Двое

                Супругам Петренко
                посвящается
Эти двое давно были одно. Они прожили вместе долгую жизнь, подчас крепко доставали друг друга, но друг без друга жизни не мыслили.
Иной раз, когда передавали сводку новостей, муж — Алексей Васильевич — улыбался и добродушно пенял жене — Дарье Никитичне:
— Дурочка, что же ты меня выбрала? За тебя вон какие люди сватались, их по телевизору показывают. Сейчас бы жила в хоромах, как сыр в масле каталась. А ты выбрала нищего студента.
Дарья Никитична, крупная рыхлая женщина, смотрела на мужа, улыбалась в ответ:
— А-то ты не знаешь — влюбилась в тебя! Ты лучше всех для меня и тогда был, и сейчас. Что-то ты у меня закраснелся. Ты давление померил?
Вот-вот закраснелся, и лысый давно, и задыхаюсь. Все равно приятны ее слова. На прошлой неделе у нее приступ стенокардии случился. Она в это время в саду листья сгребала. Я усадил ее на лавочку и пошел в дом скорую вызывать, а она мне вдогонку:
— Лешенька, если что, ты не забывай за собой следить, меряй давление, принимай лекарства. Они в буфете на полочке. И поесть не забывай.
Меня как обухом по голове — так испугался, что без нее останусь. Раньше я об этом даже не догадывался, не думал ничего такого. Она всегда была где-то рядом: на кухне ли готовила, в огороде ли копалась, что-то читала, вязала. Шебаршилась, одним словом. Это было естественно, само собой. Иной раз и ругнешься на нее, когда спозаранок начинает пакетами шуршать, а ты только в сон успел нырнуть от бессонницы.
А тут меня пот холодный прошиб от одной этой мысли. И подумалось: я ей много чего наговорил за жизнь, а успел ли сказать, как сильно ее люблю, что она для меня значит. Вызвал я скорую, потом пошел к ней и сказал все, что думаю. На нее не смотрел, а только говорил, говорил — всё, что на сердце, говорил то, о чем обычно не говорят. Минут пять говорил, а впрочем, не знаю, я тогда не о времени думал. Поднял голову, смотрю, она на лавочке сидит, голову повесила и всхлипывает, я говорю:
— Что ж ты плачешь? Я тебе в любви объясняюсь…
А она:
— Родненький! Ты… как прощаешься…
И плачет еще пуще. Я сел рядом, обнял ее, пытаюсь успокоить и чувствую, у самого голос дрожит, так меня разобрало. Сидим мы рядом, и так нам хорошо, как в раю, так бы и держал ее всегда за руку.

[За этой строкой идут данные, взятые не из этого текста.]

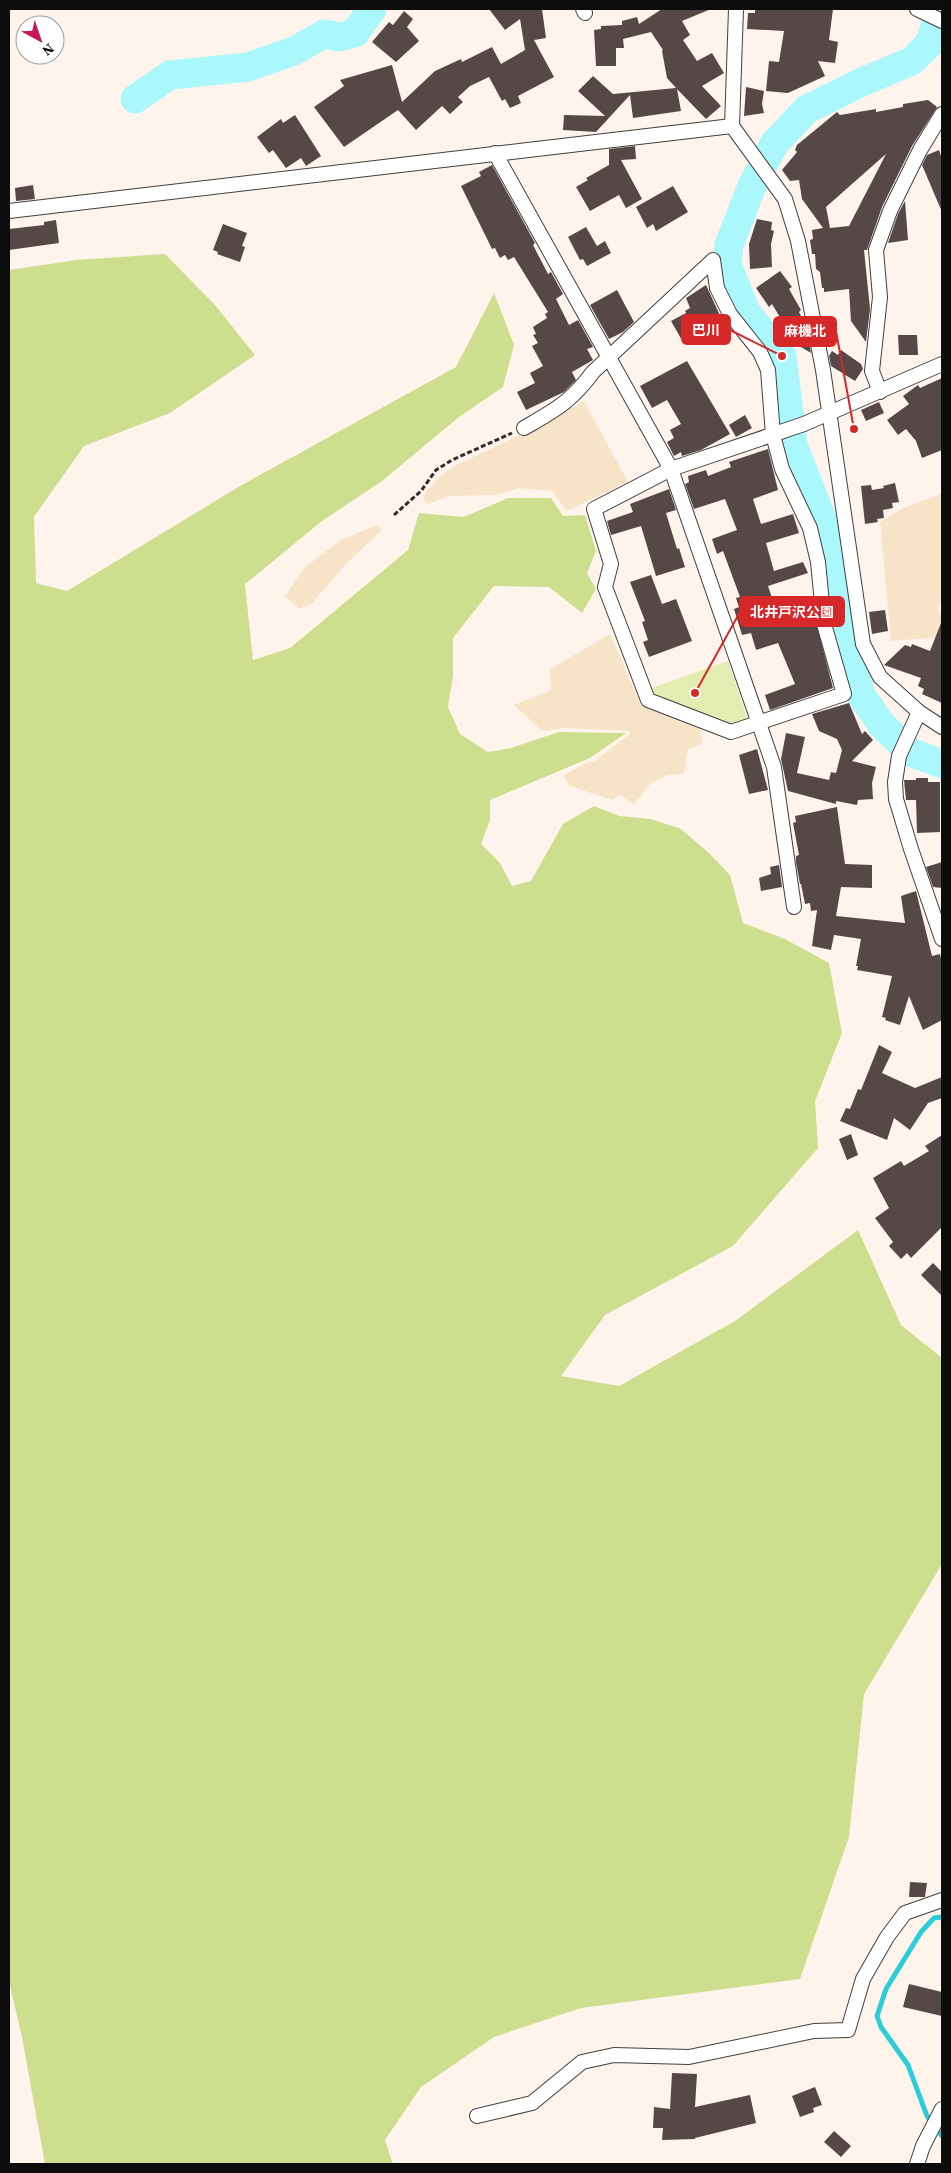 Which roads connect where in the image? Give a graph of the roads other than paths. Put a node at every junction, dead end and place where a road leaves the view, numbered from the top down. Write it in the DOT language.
graph roads {
  1 [pos="736,9"];
  2 [pos="922,11"];
  3 [pos="942,21"];
  4 [pos="942,114"];
  5 [pos="732,126"];
  6 [pos="495,153"];
  7 [pos="9,211"];
  8 [pos="609,357"];
  9 [pos="942,364"];
  10 [pos="880,392"];
  11 [pos="830,413"];
  12 [pos="524,428"];
  13 [pos="773,435"];
  14 [pos="671,469"];
  15 [pos="920,712"];
  16 [pos="759,722"];
  17 [pos="942,727"];
  18 [pos="794,907"];
  19 [pos="942,939"];
  20 [pos="942,1900"];
  21 [pos="942,2109"];
  22 [pos="477,2116"];
  23 [pos="918,2164"];
  1 -- 5 [label="street"];
  2 -- 3 [label="street"];
  4 -- 10 [label="street"];
  5 -- 6 [label="street"];
  5 -- 11 [label="street"];
  6 -- 7 [label="street"];
  6 -- 8 [label="street"];
  8 -- 12 [label="street"];
  8 -- 13 [label="street"];
  8 -- 14 [label="street"];
  9 -- 10 [label="street"];
  10 -- 11 [label="street"];
  11 -- 13 [label="street"];
  11 -- 15 [label="street"];
  13 -- 14 [label="street"];
  13 -- 16 [label="street"];
  14 -- 16 [label="street"];
  14 -- 16 [label="street"];
  15 -- 17 [label="street"];
  15 -- 19 [label="street"];
  16 -- 18 [label="street"];
  20 -- 22 [label="street"];
  21 -- 23 [label="street"];
}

А день такой серенький, теплый, пасмурный. Держу ее за руку. Рука морщинистая и подрагивает. Я глажу ее — и ничего дороже и прекрасней этой заботливой руки для меня в мире нет. И такую я к моей Дарье Никитичне любовь испытываю, что, кажется, физически ощущаю, как эта любовь из моей руки в ее руку перетекает. А сам думаю, перефразируя Тютчева: «О, как на склоне наших дней сильней мы любим и безнадежней!..» Вот и я дожил до понимания этих строк. А сказать вслух не могу — и так уж моя Дарья Никитична расчувствовалась.
Через полчаса приехала знакомая бригада, сделали ей укол — купировали приступ. Отлежалась она, в норму пришла. А я не могу. Так и живу с этим, с этой болью в сердце. Любовь называется.